When the stored procedure or function is executed using the WITH RECOMPILE option. This case is similar to the preceding one, except that the routine isn't created with the option; rather, the option is specified when the routine is invoked. The WITH RECOMPILE option can always be added upon execution, forcing a new execution plan to be generated. Note that you can use this option with user-defined scalar functions, but only if you invoke the function with the EXEC keyword.

Storage of Routines

With each new routine, a row is created in the sysobjects table, as happens for all database objects. The text of a routine (including comments) is stored in syscomments, which is typically useful. Storing the text allows procedures such as sp_helptext to display the source code of a routine so that you can understand what's going on, and it allows function editors and debuggers to exist.

Most users and developers find it helpful to have the full text of a routine stored in clear text. There is a limit on the size of the text for a routine due to the amount of text that syscomments can store for a given routine, but you're not likely to run up against that limit soon.

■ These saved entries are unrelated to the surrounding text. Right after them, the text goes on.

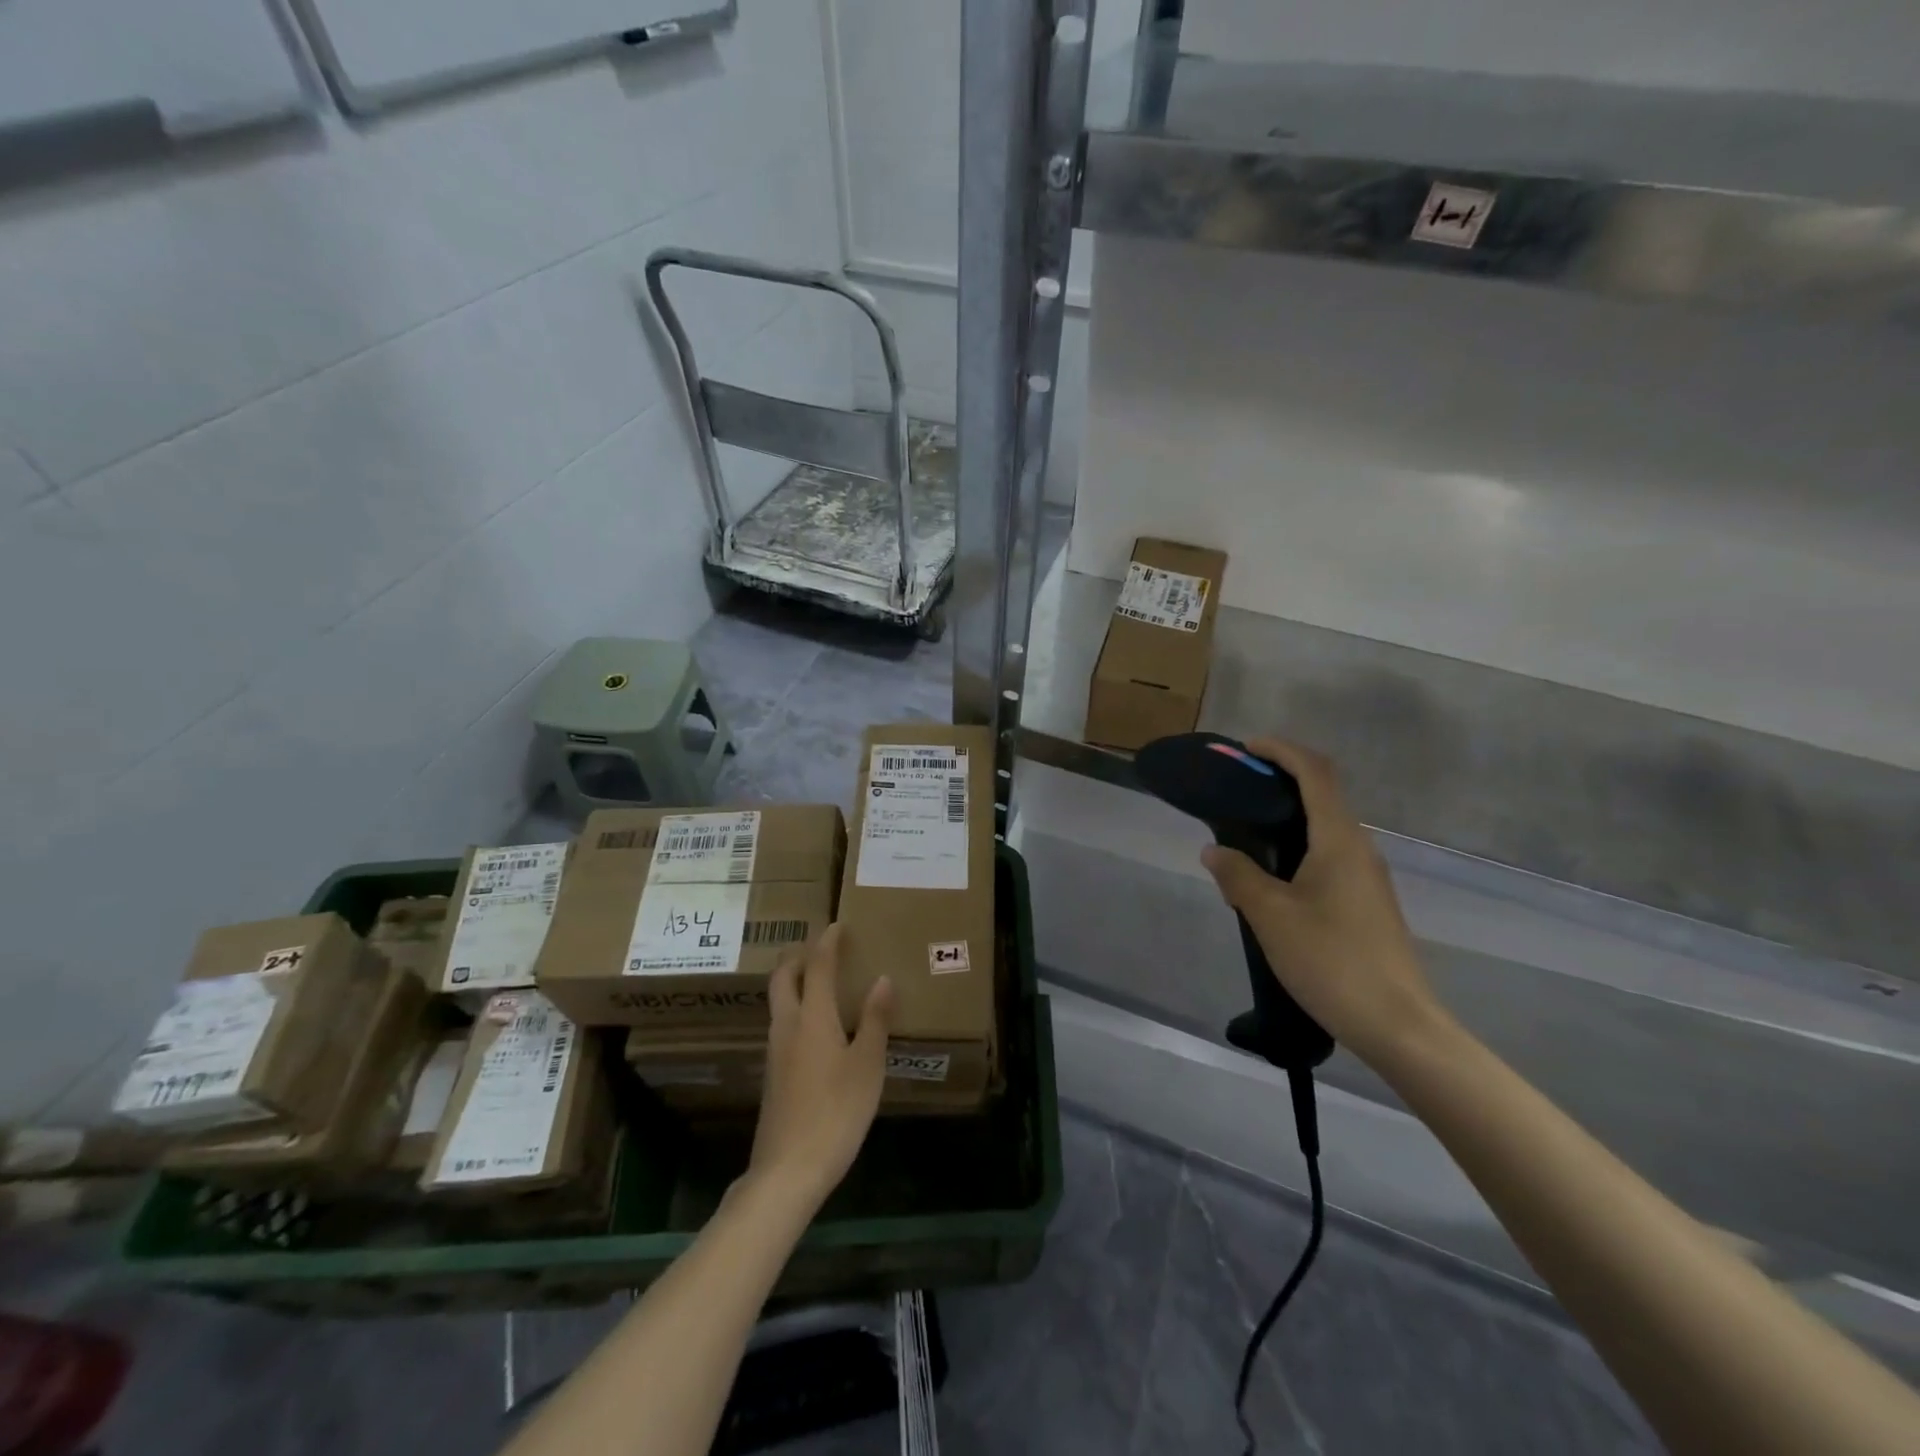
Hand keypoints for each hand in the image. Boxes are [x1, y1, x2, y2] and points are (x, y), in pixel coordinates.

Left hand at [748, 924, 893, 1210]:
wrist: (788, 1170)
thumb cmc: (836, 1112)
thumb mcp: (867, 1065)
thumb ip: (874, 1020)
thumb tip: (882, 979)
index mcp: (812, 1017)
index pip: (818, 966)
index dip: (827, 943)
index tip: (837, 926)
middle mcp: (787, 1026)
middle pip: (783, 978)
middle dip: (798, 956)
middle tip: (819, 947)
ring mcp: (775, 1051)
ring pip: (778, 1002)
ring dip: (794, 981)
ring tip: (818, 980)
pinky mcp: (773, 1075)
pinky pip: (782, 1024)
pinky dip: (795, 1008)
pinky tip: (814, 1027)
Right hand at [1200, 737, 1447, 1065]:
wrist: (1399, 1025)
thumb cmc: (1332, 961)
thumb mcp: (1271, 917)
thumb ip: (1238, 876)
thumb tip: (1214, 850)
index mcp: (1339, 841)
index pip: (1315, 773)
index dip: (1282, 751)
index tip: (1246, 749)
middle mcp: (1359, 849)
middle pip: (1323, 794)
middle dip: (1281, 780)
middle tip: (1238, 789)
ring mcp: (1367, 877)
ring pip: (1326, 828)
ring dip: (1289, 816)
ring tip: (1245, 833)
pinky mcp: (1367, 903)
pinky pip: (1329, 855)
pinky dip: (1298, 846)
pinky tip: (1272, 877)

The syscomments.text field can hold up to 8000 bytes, and you can have multiple rows in syscomments for each routine. The sequence of the rows for a given routine is tracked in the colid column. Since colid is a smallint, there can be up to 32,767 rows for any routine. Any one routine should then be able hold 8000 × 32,767 bytes, or 250 MB. There's one additional limiting factor, however: the maximum size of a batch. To create the routine, the client must send the complete definition to SQL Server in the CREATE statement, and this must be sent as a single batch. SQL Server has a limit on the batch size, which is 65,536 times the network packet size. Because the default value for network packet size is 4096 bytes, we get a batch size of 256 MB. So the limit on the size of your routines text isn't worth worrying about right away.

Encrypting Routines

With the rollout of version 6, the SQL Server developers at Microsoft learned somewhat painfully that some users didn't appreciate that the text of certain programmable objects was available in the syscomments system table. Several ISVs had built integrated solutions or tools that created stored procedures to use with earlier versions of SQL Server. In most cases, these solutions were sophisticated applications, and the ISVs viewed the source code as their proprietary intellectual property. They noticed that the text of the procedure in syscomments didn't seem to do anything, so they set the text field to NULL and the procedure still ran fine. In this way, they avoided publishing their procedure source code with their applications.

Unfortunately, when it came time to upgrade a database to version 6, this approach created a significant problem. The internal data structures for the sequence plans had changed between versions 4.2 and 6. The ISVs had to re-create procedures, triggers, and views to generate the new structure. Although SQL Server's Setup program was designed to do this automatically, it accomplished the tasks by simply extracting the text of the procedure from syscomments and then dropping and re-creating the procedure using the extracted text. Obviously, this automatic approach failed for procedures in which the creator had deleted the text.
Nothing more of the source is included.